(К юбилею Бродского)
Каждый раз обходиться для выражения главной мысли (боли, вскрика) минимальным количеством средств – в этом заключается для меня смысл стихов.
Я не раз писал о Бродском, в том числе при его жизни. Но феномен Бродского столь замечателен, что никогда не оскудеет перо ищущих на этом поле.
Бродский – великий версификатор, ибо может зарифмовать абсолютно все и в любых количествах. Что не мешает ему рифмовать тень–день. Он искусен и неподражаем в создании запоминающихся образов и словесных каламбуров. Он умеет сделать любую вещь, в том числе самую обыкновенную, – неузнаваемой, наполнить ее неприсущей ей экспрессией. Любая вещь – чемодан с двойным дном, который художник вскрывает своим таможенным чутьем.
Увлечение вскрытием чемоданов приводит поэта к все более сложному инструментарию, а в случае Бродского – к его знаменитому расхлябанному «дольнику», звучащему, как зарифмованная проза (как правило: шесть-семь-восемь по-разному искалеченных дактилей). Сперва это кажется замечательным фокусом, потом фокус приедается, начинает утомлять, даже раздражать. По сути, все эти стихи очень однообразны и кажутся похожими друг на друга. Неужели, думаешь, поэт сам не понимал, что нельзя играть в одну и ту же дуду? И использовать одни и те же приемы: эти рванные строфы, эти бесконечные анжамбеманы, эти намеренно странные рифмы, при этом железно сохраняя на протяжении всего творчества лицо–крыльцо–яйцо–кольцо… Утомляют даже его парадоксальные мысли-«афоризмы», ставшие визитной карточкой, часто кажущиеся высосанными из пальца, призванные удивить и фраппировать. У него есть потрясающие образы, но во всем огромном половодье его стихов их оказывается не так много. Он не может писать коротко, его, словно графомана, захватывает поток слов, благо слов он знает много.

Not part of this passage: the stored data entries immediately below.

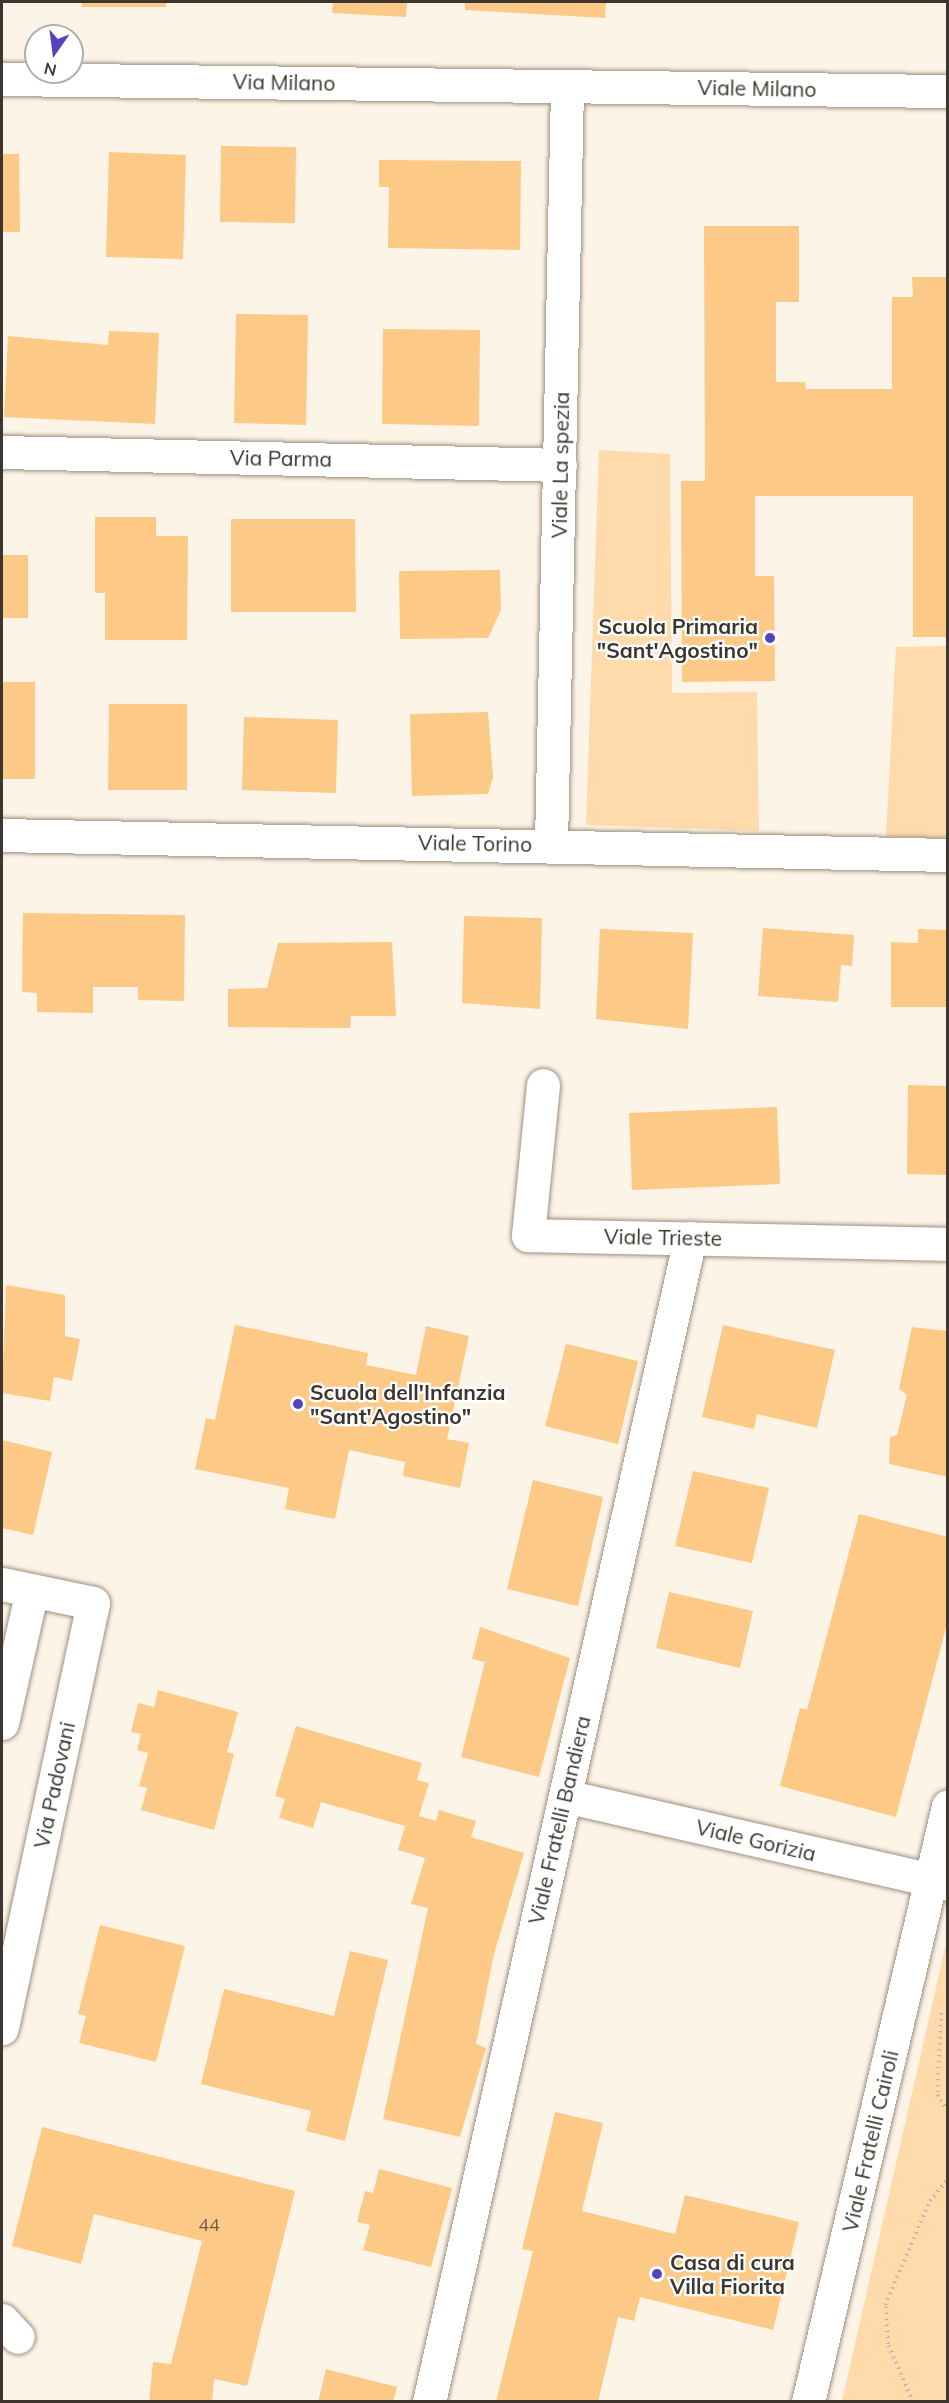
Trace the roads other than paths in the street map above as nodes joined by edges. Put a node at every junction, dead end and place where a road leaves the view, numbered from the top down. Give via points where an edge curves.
1 (2, 79) edge
2 (567, 86) junction
3 (948, 91) edge
4 (2, 452) edge
5 (560, 465) junction
6 (2, 835) edge
7 (551, 845) junction
8 (948, 855) edge
9 (543, 1086) dead end
10 (690, 1238) junction
11 (948, 1244) edge
12 (16, 1587) edge
13 (2, 1723) edge
14 (565, 1796) junction
15 (948, 1806) edge
16 (939, 1882) edge
17 (2, 2028) edge
18 (429, 2402) edge
19 (808, 2402) edge

1 - 2 street, Via Milano
2 - 3 street, Viale Milano
2 - 5 street, Viale La spezia
4 - 5 street, Via Parma
5 - 7 street, Viale La spezia
6 - 7 street, Viale Torino
7 - 8 street, Viale Torino
9 - 10 street, Viale Trieste via 528,1234
10 - 11 street, Viale Trieste
10 - 14 street, Viale Fratelli Bandiera
12 - 13 street, Via Padovani
12 - 17 street, Via Padovani via 93,1604
14 - 16 street, Viale Gorizia
14 - 18 street, Viale Fratelli Bandiera
15 - 16 street, Viale Fratelli Cairoli
16 - 19 street, Viale Fratelli Cairoli

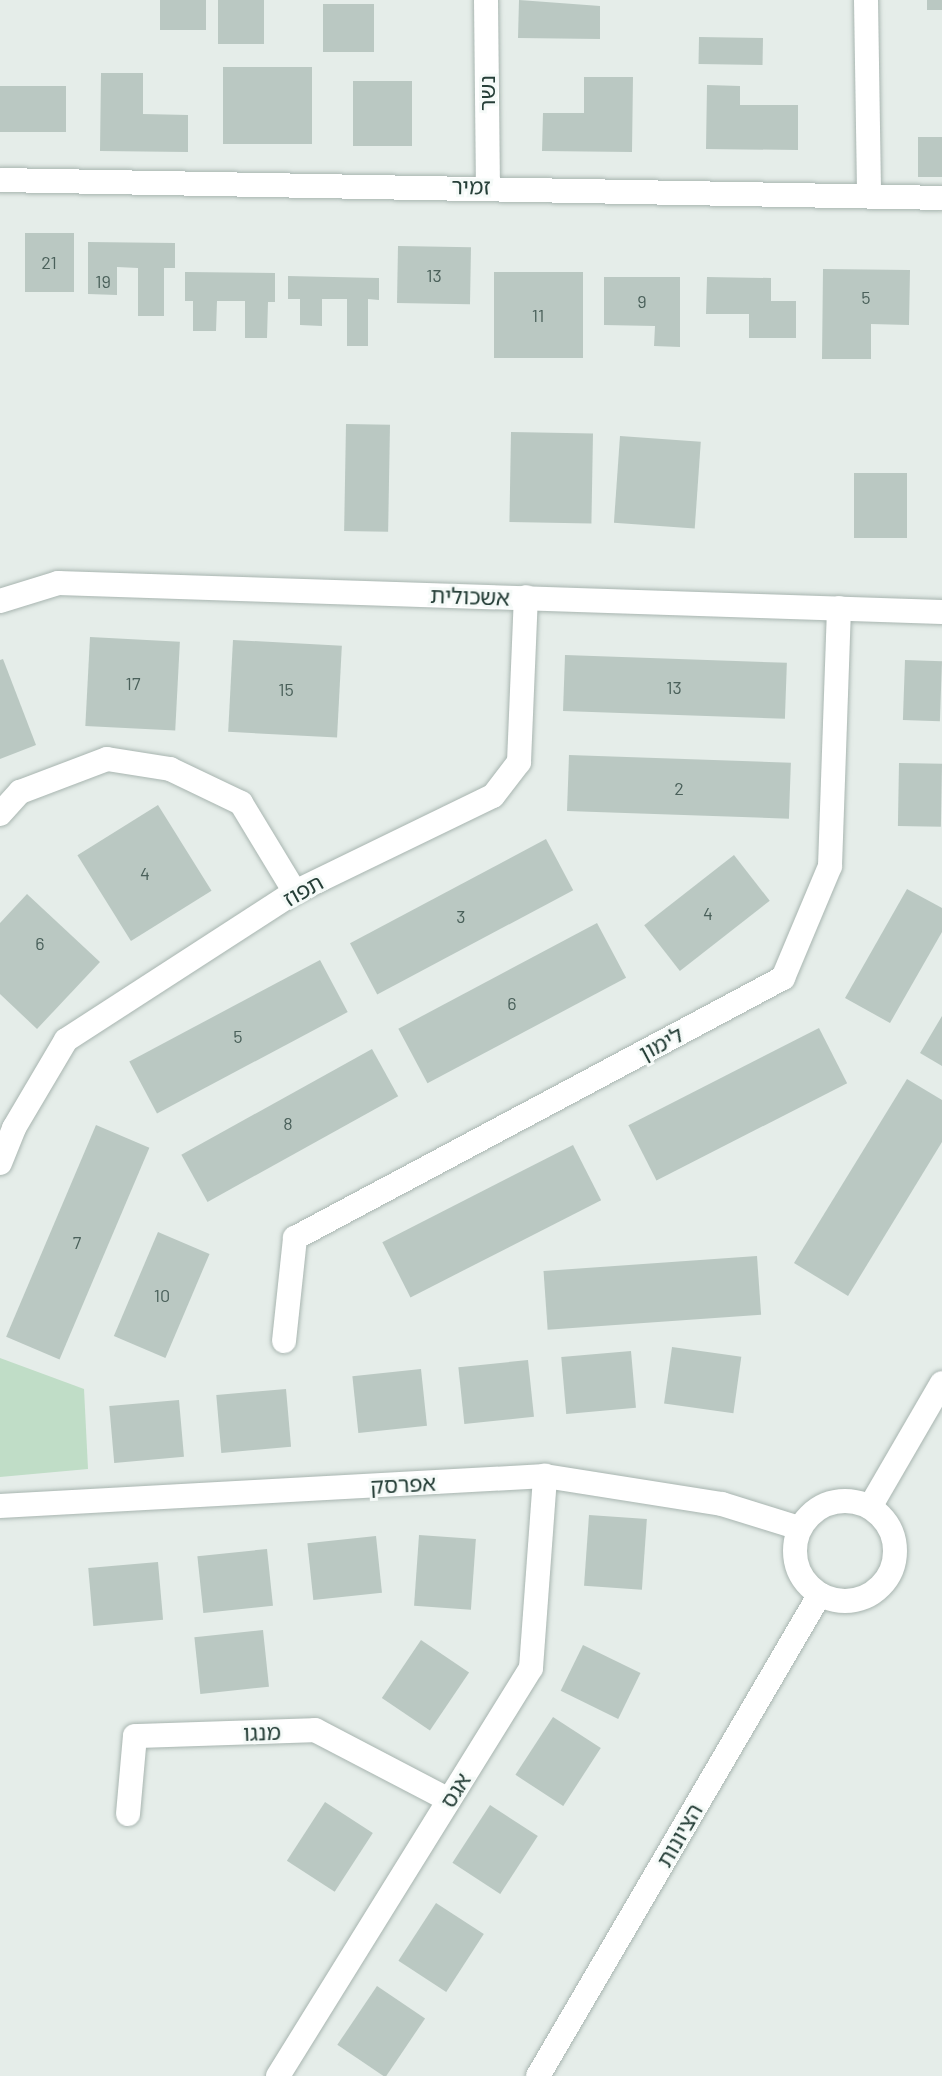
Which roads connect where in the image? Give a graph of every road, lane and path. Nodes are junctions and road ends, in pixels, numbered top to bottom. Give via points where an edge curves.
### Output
1 (486, 0) edge
2 (866, 0) edge
3 (0, 180) edge
4 (488, 186) junction
5 (869, 194) junction
6 (942, 198) edge
7 (526, 597) junction
8 (0, 601) edge
9 (839, 608) junction
10 (942, 612) edge
11 (0, 814) edge
12 (295, 892) junction
13 (7, 1124) edge
14 (0, 1163) edge
15 (284, 1341) dead end
16 (942, 1383) edge
17 (545, 1476) junction
18 (0, 1506) edge
19 (870, 1507) junction
20 (799, 1528) junction
21 (820, 1594) junction
22 (449, 1800) junction
23 (128, 1814) dead end
24 (278, 2076) edge
25 (538, 2076) edge

1 - 4 street, נשר
2 - 5 street
3 - 4 street, זמיר
4 - 5 street, זמיר
5 - 6 street, זמיר
7 - 8 street, אשכולית via 58,583
7 - 9 street, אשכולית
7 - 12 street, תפוז via 519,762 493,796
9 - 10 street, אשכולית
9 - 15 street, לימון via 830,866 783,978 295,1238
11 - 12 street via 20,792 107,759 170,769 241,803
12 - 13 street, תפוז via 66,1040
13 - 14 street, תפוז
16 - 19 street
17 - 18 street, אפרסק
17 - 20 street, אפרסק via 695,1498
17 - 22 street, אגס via 531,1668
19 - 20 street via 855,1501 823,1505
19 - 21 street via 884,1518 894,1541 886,1581 858,1600
20 - 21 street via 795,1560 800,1576
21 - 25 street, הציונות
22 - 23 street, מנגו via 315,1730 135,1736
22 - 24 street, אגס

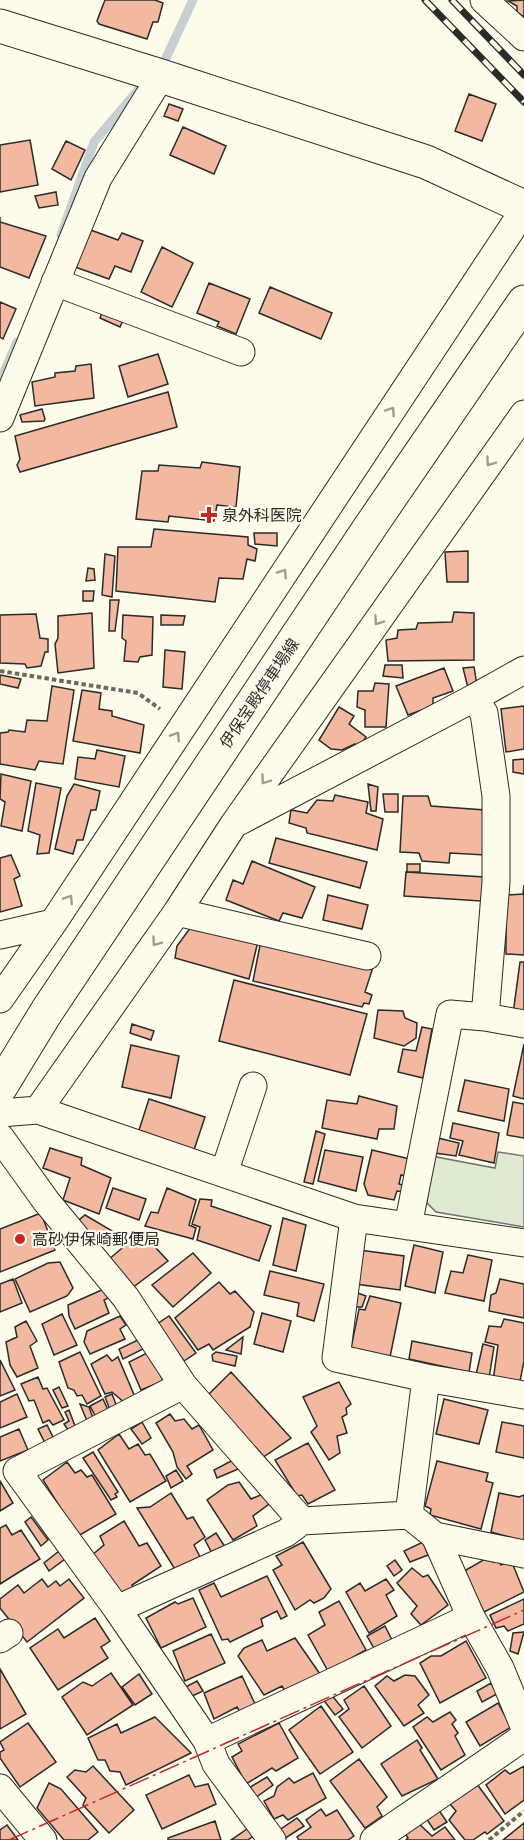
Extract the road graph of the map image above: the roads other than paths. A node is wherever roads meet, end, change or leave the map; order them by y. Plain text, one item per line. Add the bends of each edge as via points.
1 (484, 0) edge
2 (0, 26) edge
3 (524, 37) edge
4 (161, 76) junction
5 (524, 209) edge
6 (56, 282) junction
7 (524, 302) edge
8 (241, 352) dead end
9 (524, 414) edge
10 (0, 418) edge
11 (524, 670) edge
12 (474, 698) junction
13 (234, 824) junction
14 (177, 912) junction
15 (53, 923) junction
16 (0, 935) edge
17 (367, 956) dead end
18 (0, 999) edge
19 (485, 1017) junction
20 (524, 1024) edge
21 (253, 1086) dead end
22 (0, 1088) edge
23 (38, 1110) junction
24 (0, 1113) edge
25 (0, 1137) edge
26 (224, 1173) junction
27 (354, 1218) junction
28 (408, 1226) junction
29 (524, 1243) edge
30 (426, 1378) junction
31 (183, 1385) junction
32 (524, 1395) edge
33 (409, 1515) junction
34 (302, 1521) junction
35 (435, 1536) junction
36 (524, 1554) edge
37 (117, 1609) junction
38 (471, 1617) junction
39 (512, 1669) edge
40 (524, 1726) edge
41 (524, 1737) edge
42 (207, 1740) junction
43 (0, 1788) edge
44 (43, 1840) edge
45 (272, 1840) edge
46 (374, 1840) edge

1 - 3 street
2 - 4 main road
4 - 5 main road via 426,162
4 - 6 street via 98,178
15 -> 5 street
6 - 8 street
6 - 10 street
7 - 22 main road, 伊保宝殿停車場線 via 47,1011
9 -> 13 street
11 - 12 street
12 - 13 street
12 - 19 street via 484,714 496,796 496,882
13 - 14 street
14 - 17 street
14 -> 23 street
15 - 16 street
15 - 18 street
19 - 20 street
19 - 28 street via 450,1014
21 - 26 street
23 - 24 street
23 - 26 street
25 - 31 street via 46,1201 126,1298
26 - 27 street
27 - 28 street
27 - 30 street via 336,1358
28 - 29 street
30 - 32 street
30 - 33 street
31 - 34 street
31 - 37 street via 17,1471
33 - 34 street
33 - 35 street
34 - 37 street via 286,1533
35 - 36 street
35 - 38 street
37 - 42 street
38 - 39 street
38 - 42 street
39 - 40 street
41 - 46 street
42 - 45 street via 216,1764
43 - 44 street

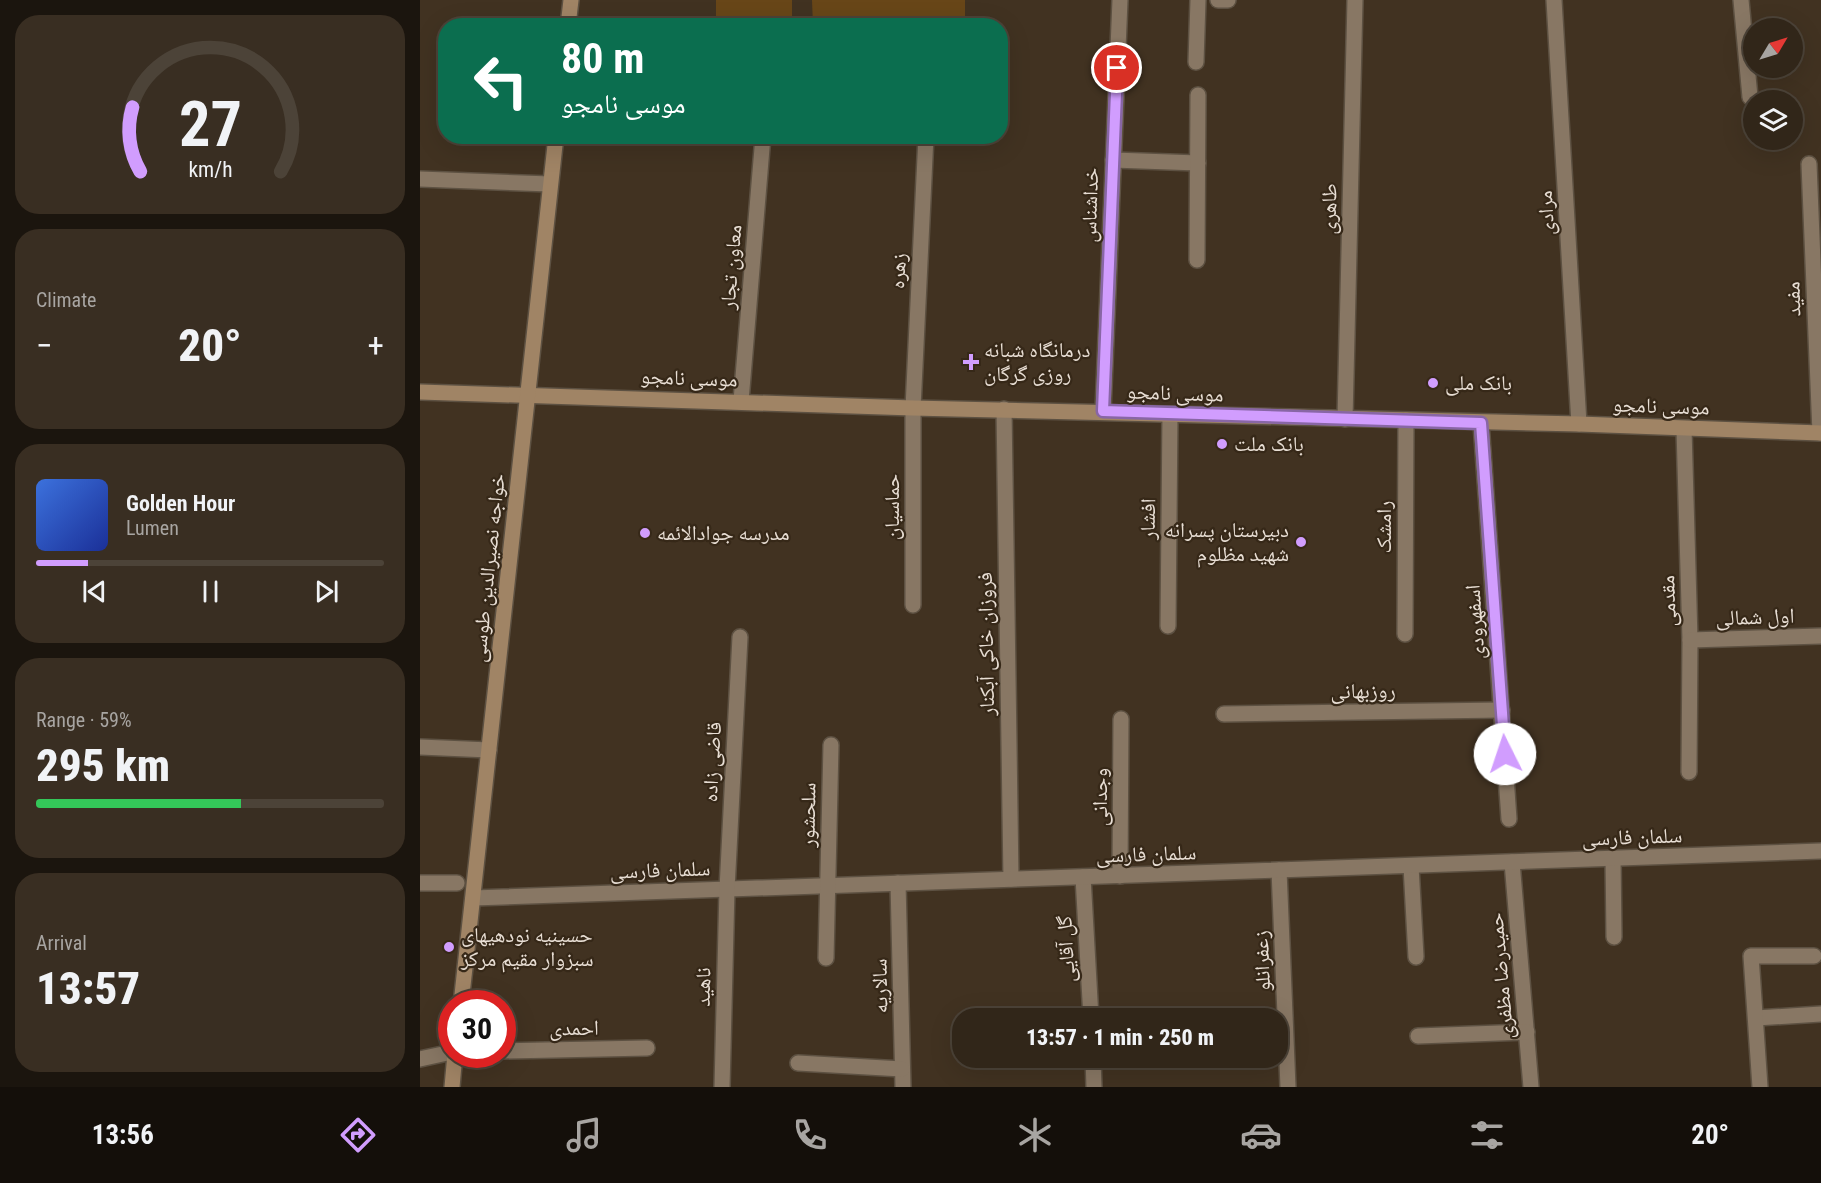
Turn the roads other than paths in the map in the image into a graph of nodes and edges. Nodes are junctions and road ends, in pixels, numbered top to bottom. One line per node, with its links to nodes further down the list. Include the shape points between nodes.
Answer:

Как-то я описал это так: Бродский, увы, все же ужасно многословен, превращая любое стихотворение в поэму. Он напоминает влюбленного, который вместо того, чтобы сказать «три главных слова», погружает несчастную девушку в теорию любви, начиная с античности. «Главные слова» подчас звучат – петитом в примечаниях. Он бредит и импровизирует, силясь зарифмовать все, что стоило бы сказать прозой. Или вообще не говорить. Георгий Иванов обходится парой строф – и они пробивают насквозь. Бродский выливает на меня целый бассейн, когда мне достаточно лишь стакана воды. Я стою весь мокрый – и с неутоленной жаждой.
Его лучшие стихи действительно гениальны, но если бы он не писал больше ничего! Он словно стреляет огромными очередями по мишени от пуза, пули летят, ложатся кучно или редко – и иногда попадают в яблочко. И тогда это всем яблочкам яблочко!
Он писал дерзко, зло, вдруг откликался на злободневность и находил совершенно убийственные образы. Но чаще всего его глаз ловил лишь образы «параллельного» мира, видел никому не видимые вещи – и из них поэт кроил свои стихи-ребусы. И думаешь, что его душа – какая-то другая, совсем не близкая нам, словно с другой планеты. Что она как-то крупнее, глубже, что ее невозможно просчитать и, значит, повторить. Как и его просодию (которой, внешне, вроде не трудно подражать, что многие и делали).
Он презирает жаловаться и откровенно показывать слабость. Он маскирует ее в тысяче слов, образов и намеков, отсылок к классикам, за ширмой которых он кажется неуязвимым. Никто не должен понять, что ему больно, тем более – из-за чего больно. Исключение – стихи к Басмановой.
Однако порой с поэта соскакивает наряд космополита и надмирного небожителя, безразличного и к бывшей родине и к любому месту обитания вообще (сам ли поэт надел этот наряд или мы его на него напялили – трудный вопрос). Например, в знаменитом «Осеннем крике ястреба» Бродский очевидно изобразил себя. И свою эмиграцию, Америку и Россию (о которой, вроде как, ни слова)… И когда я понял это – стихотворение, наконец, стало мне нравиться. И тут понимаешь, что все его стихи – это такой – предсмертный – крик ястреба: от безвыходности, ужаса, восторга, переполненности, тревоги и гордости («Эк куда меня занесло!»). Он кричал от боли, когда жил в прекрасной и ужасной деспотии, он кричал, когда жил в холодной и чужой свободе. Так кричал несчастный в быке Фаларида, а наружу доносилась прекрасная музыка. Это, согласно Кьеркегору, и есть суть поэта.